Sauble Township is a civil township of Lake County in the U.S. state of Michigan. The population was 373 at the 2020 census.

==Geography==
According to the United States Census Bureau, the township has a total area of 35.4 square miles (91.6 km^{2}), of which 34.6 square miles (89.7 km^{2}) is land and 0.8 square mile (1.9 km^{2}) (2.12%) is water.

==Demographics==
As of the census of 2000, there were 323 people, 160 households, and 104 families residing in the township. The population density was 9.3 per square mile (3.6/km^{2}). There were 614 housing units at an average density of 17.7 per square mile (6.8/km^{2}). The racial makeup of the township was 99.38% White, 0.31% Native American, and 0.31% from two or more races. Hispanic or Latino of any race were 2.17% of the population.

There were 160 households, out of which 11.9% had children under the age of 18 living with them, 57.5% were married couples living together, 5.0% had a female householder with no husband present, and 34.4% were non-families. 31.3% of all households were made up of individuals, and 18.8% had someone living alone who was 65 years of age or older. The average household size was 2.02 and the average family size was 2.49.

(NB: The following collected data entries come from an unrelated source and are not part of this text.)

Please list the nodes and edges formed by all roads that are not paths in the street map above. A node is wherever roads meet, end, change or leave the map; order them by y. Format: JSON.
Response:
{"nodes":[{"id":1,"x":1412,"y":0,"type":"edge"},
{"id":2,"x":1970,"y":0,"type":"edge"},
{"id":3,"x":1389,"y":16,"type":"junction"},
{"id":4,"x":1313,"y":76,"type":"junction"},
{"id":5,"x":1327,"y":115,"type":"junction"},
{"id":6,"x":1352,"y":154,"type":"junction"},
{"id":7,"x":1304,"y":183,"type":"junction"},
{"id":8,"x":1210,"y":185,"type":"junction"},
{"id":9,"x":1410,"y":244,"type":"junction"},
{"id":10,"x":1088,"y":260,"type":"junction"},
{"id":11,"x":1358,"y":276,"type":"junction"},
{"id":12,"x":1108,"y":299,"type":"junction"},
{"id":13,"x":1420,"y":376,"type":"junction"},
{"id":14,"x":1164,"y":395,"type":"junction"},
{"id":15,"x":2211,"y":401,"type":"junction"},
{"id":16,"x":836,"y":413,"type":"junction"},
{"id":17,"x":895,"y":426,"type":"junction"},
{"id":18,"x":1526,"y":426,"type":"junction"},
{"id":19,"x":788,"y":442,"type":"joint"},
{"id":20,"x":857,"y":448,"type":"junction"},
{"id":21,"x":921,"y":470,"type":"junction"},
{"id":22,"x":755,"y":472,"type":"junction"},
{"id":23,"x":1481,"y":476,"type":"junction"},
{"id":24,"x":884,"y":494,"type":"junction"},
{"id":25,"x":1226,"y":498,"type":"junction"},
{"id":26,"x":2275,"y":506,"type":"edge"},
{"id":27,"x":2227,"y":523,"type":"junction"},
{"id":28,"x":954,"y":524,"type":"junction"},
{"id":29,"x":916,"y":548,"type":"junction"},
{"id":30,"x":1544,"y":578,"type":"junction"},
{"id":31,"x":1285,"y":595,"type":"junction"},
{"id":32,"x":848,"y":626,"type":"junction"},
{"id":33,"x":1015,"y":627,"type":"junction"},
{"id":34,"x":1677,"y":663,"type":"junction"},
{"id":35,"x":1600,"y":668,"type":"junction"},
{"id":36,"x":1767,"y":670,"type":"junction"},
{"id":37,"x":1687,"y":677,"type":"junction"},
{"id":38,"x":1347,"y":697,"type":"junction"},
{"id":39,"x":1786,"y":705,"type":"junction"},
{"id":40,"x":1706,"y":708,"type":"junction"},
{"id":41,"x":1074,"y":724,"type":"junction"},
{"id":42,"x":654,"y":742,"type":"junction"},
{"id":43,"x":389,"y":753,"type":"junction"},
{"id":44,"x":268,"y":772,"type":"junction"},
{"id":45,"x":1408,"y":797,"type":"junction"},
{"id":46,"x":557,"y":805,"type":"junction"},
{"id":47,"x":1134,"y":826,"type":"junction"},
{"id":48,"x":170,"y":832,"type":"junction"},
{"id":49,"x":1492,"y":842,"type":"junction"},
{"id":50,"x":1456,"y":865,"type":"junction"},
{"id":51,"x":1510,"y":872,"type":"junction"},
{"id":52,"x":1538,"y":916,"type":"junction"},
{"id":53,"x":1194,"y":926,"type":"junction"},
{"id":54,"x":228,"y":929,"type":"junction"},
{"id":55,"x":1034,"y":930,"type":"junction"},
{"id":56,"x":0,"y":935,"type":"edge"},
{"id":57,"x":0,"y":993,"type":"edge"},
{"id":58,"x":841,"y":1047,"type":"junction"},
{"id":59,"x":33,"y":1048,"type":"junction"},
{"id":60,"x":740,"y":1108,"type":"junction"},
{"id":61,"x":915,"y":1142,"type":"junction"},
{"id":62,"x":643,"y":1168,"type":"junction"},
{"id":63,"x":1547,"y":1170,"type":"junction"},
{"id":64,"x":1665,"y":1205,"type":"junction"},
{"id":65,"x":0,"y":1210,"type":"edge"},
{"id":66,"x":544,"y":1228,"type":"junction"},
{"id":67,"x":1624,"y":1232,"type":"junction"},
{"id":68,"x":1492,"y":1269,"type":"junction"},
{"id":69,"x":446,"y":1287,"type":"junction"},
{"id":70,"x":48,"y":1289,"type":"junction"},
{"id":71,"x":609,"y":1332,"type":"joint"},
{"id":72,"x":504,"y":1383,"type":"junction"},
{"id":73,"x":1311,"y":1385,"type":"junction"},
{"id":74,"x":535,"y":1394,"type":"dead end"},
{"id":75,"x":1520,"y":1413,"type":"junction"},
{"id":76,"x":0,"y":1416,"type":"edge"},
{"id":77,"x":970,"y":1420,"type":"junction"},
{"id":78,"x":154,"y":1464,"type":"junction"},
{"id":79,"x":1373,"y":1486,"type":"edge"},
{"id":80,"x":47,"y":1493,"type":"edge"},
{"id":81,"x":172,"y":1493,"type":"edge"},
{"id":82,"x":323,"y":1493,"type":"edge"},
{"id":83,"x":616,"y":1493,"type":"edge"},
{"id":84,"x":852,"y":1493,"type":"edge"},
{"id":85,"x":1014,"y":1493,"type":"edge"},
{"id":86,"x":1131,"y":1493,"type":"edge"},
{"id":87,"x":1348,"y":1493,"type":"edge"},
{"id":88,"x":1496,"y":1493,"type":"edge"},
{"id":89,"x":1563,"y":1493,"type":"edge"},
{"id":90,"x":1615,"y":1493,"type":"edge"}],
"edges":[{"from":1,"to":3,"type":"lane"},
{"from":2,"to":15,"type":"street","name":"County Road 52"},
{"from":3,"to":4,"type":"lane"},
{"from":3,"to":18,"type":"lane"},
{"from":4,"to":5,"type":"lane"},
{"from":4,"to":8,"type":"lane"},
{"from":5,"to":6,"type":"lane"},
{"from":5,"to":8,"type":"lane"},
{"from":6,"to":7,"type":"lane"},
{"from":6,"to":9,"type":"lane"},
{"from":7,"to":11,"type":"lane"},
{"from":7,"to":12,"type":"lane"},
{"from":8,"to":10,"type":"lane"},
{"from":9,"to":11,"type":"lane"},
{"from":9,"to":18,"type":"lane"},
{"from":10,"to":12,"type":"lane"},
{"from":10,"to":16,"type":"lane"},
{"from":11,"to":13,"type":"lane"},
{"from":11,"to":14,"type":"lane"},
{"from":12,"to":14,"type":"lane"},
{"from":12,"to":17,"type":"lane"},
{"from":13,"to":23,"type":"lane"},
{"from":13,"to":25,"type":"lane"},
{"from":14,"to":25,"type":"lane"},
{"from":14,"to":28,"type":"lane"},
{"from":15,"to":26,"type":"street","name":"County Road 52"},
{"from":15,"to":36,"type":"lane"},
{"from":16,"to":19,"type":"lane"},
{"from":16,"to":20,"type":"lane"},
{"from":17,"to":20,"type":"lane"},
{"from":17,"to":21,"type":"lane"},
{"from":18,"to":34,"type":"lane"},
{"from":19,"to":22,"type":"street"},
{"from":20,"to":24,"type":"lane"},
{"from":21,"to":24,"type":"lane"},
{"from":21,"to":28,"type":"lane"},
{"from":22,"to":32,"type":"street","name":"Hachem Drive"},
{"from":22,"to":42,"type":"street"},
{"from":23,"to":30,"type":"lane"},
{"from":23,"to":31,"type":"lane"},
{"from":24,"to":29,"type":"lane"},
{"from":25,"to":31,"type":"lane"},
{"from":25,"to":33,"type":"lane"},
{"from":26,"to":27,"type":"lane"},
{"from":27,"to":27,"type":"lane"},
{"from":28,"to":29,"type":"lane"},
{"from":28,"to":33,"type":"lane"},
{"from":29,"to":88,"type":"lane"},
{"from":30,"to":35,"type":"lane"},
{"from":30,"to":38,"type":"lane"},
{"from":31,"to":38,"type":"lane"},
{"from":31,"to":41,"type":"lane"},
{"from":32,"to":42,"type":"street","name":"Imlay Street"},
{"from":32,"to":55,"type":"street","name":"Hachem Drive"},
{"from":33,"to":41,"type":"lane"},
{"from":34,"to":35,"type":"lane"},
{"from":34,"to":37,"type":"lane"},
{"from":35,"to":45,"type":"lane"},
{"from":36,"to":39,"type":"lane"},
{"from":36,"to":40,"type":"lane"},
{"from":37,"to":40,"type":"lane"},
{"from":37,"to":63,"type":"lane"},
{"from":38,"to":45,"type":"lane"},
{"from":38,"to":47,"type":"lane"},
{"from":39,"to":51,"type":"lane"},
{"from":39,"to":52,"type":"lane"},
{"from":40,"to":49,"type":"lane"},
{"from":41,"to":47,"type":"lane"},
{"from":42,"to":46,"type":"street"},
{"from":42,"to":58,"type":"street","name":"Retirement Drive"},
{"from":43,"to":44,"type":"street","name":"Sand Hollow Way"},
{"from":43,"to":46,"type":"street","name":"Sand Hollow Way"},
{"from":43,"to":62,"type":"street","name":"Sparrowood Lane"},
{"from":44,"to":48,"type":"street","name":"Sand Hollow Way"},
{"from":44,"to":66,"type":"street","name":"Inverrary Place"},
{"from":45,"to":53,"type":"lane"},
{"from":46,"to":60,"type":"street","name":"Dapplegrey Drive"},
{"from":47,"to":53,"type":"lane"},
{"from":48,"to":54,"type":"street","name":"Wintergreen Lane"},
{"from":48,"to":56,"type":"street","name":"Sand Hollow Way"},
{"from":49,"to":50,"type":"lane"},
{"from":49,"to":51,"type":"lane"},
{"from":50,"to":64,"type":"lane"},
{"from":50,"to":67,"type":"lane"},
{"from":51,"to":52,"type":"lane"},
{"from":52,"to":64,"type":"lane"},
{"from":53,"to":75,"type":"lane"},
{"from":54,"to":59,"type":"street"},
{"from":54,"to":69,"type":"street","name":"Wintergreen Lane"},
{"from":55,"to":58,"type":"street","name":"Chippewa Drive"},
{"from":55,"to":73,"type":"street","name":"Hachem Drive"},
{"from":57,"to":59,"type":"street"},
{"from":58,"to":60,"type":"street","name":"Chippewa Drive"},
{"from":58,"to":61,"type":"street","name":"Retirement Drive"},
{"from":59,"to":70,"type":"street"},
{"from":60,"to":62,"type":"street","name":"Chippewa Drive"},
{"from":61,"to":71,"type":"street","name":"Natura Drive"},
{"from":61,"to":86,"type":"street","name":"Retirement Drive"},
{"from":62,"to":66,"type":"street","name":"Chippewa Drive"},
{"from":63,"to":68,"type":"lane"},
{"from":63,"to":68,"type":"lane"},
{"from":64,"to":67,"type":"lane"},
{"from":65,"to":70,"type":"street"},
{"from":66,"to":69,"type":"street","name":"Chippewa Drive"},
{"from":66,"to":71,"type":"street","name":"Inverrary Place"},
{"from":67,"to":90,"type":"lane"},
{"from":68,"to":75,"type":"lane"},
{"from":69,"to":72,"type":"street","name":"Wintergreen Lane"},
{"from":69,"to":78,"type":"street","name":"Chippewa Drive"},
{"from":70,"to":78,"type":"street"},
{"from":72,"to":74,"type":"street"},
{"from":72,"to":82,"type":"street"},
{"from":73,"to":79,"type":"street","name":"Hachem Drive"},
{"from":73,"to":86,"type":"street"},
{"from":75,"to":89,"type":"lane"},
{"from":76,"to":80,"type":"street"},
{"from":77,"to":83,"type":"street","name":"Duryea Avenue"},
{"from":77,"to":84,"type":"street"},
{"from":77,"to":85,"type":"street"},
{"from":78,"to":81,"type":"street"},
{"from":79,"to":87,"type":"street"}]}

In the township the population was spread out, with 15.2% under the age of 18, 3.7% from 18 to 24, 15.2% from 25 to 44, 32.8% from 45 to 64, and 33.1% who were 65 years of age or older. The median age was 57 years. For every 100 females, there were 94.6 males. For every 100 females age 18 and over, there were 98.6 males.

The median income for a household in the township was $28,636, and the median income for a family was $30,962. Males had a median income of $38,750 versus $22,917 for females. The per capita income for the township was $18,528. About 6.0% of families and 12.1% of the population were below the poverty line, including 34.2% of those under age 18 and 6.0% of those age 65 or over.